Date metadata field surreptitiously changes undisplayed year

Hi. I’ve got a metadata field of type “Date” with a custom format of “EEE MMM dd” (e.g., “Wed Aug 22”), and an outline view set to display that field as one of its columns. I’ve discovered that when I’m using the Enter and Tab keys to edit various fields in my outline, and I enter and then leave edit mode for a value in that column without making any changes (e.g., by just tabbing the active edit target through it), the date’s month and day stay the same, but its year resets to 2000. Even though the year isn’t displayed in this format, I can tell because the day of the week changes to whatever weekday went with that date in 2000 rather than in 2018.

What’s happening seems clear enough: Entering and leaving edit mode for that field triggers Scrivener to parse and save the current displayed text value, and since my display format lacks a year, it assumes its default year of 2000.

A related problem is that I can’t use the text field to tweak a date (say, from Aug 22 to Aug 24) without resetting the year to 2000.


  • Detect whether the field value has been changed, not just touched, and leave the stored value alone if it hasn’t.

  • Don’t change undisplayed portions of the date (e.g., the year) that are not explicitly changed by the user. Assume a default of “What was there before” rather than 2000.

  • When creating a new date object, the current year will generally be a better default guess than 2000.[/list]

Thanks for listening… // Ian

Thanks for the report. I can reproduce the problem with fields using time zones and not, so it seems related purely to lack of inputing a year into the field when editing it.

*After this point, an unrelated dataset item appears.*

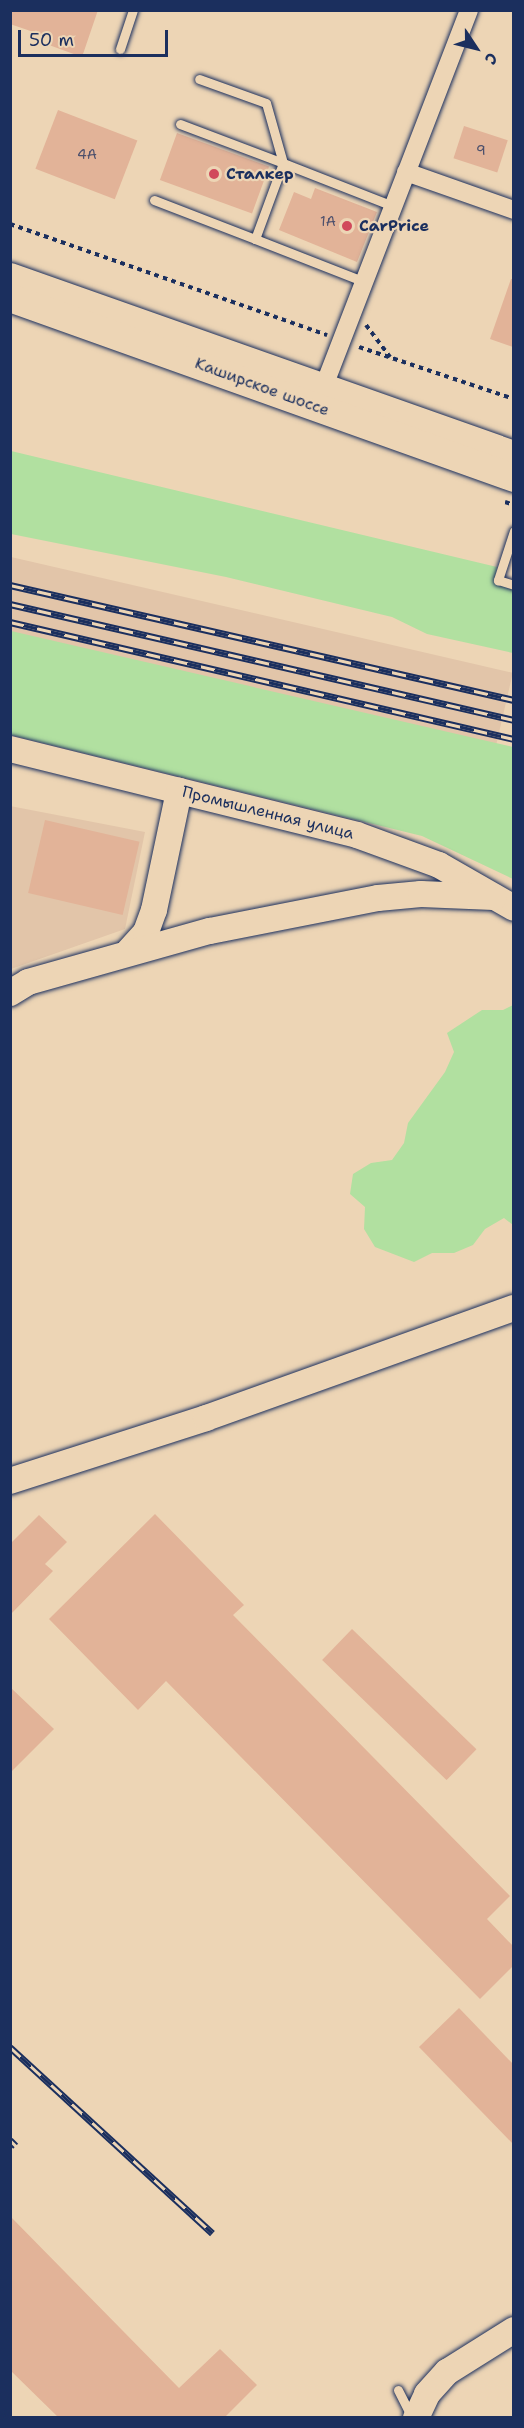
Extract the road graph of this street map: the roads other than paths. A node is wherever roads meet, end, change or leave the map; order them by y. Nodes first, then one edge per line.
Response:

This is might be a difficult one to solve, given a few different factors. For one: how freeform custom formats cannot be easily masked for when interpreting dates. The system that we use to interprete what is typed in is much more limited than the system used to display a stored date, if that makes sense. What we’ve done is added a number of common masks on top of the built-in interpreter, that intercepts what you type in, formats it in a way the underlying interpreter can read, and then sends that. Hence, every custom mask we add is truly that, hard-wired.

And I would bet the second part of what makes it difficult to solve is that merely activating the text field is technically editing, and once that has been done the value as printed is different from what is stored—we can’t say that the year was left alone because technically it wasn’t—the year was changed to “nothing” just by activating the field, and so a default is dropped to 2000.

That all said, it’s a valid issue for sure, so we’ll do our best to get it fixed. Just pointing out a few of the challenges when you have a freeform input field with a freeform output mask all on top of a rigid system that isn’t freeform. :slight_smile:

I do agree that this year is a better default than 2000 at any rate, but actually figuring out that a year wasn’t provided (whether explicitly or implicitly) and supplying the current year to the interpreter is where things might get tricky, when you consider all of the dozens of ways a year might be supplied—or not.

P.S. If you can get away with it, add the year. I know it’s maybe clutter, but if the year matters, and if the day of the week matters then technically so does the year, then it makes sense to ensure the year is a part of the information involved in input. Or maybe if the actual day of the week doesn’t matter then in most cases (leap days aside), then the year doesn’t really matter; all that matters is 22 Aug. Just some suggestions for getting around the problem as it currently exists.

I would also add for the benefit of anyone else who might read this, that the century can matter, too. I ran into this problem while using Aeon Timeline with my historical novel, Even though the Scrivener date field was displaying the year, it was only displaying 2 digits, so all my dates in the 1880s got moved to the 1980s. ( Nearest past century with those last 2 digits.) If you’re writing science fiction, it would be a problem in the other direction… but if you’re doing anything with a date outside the range 1918-2018 I’m willing to bet a two digit year mask is a problem.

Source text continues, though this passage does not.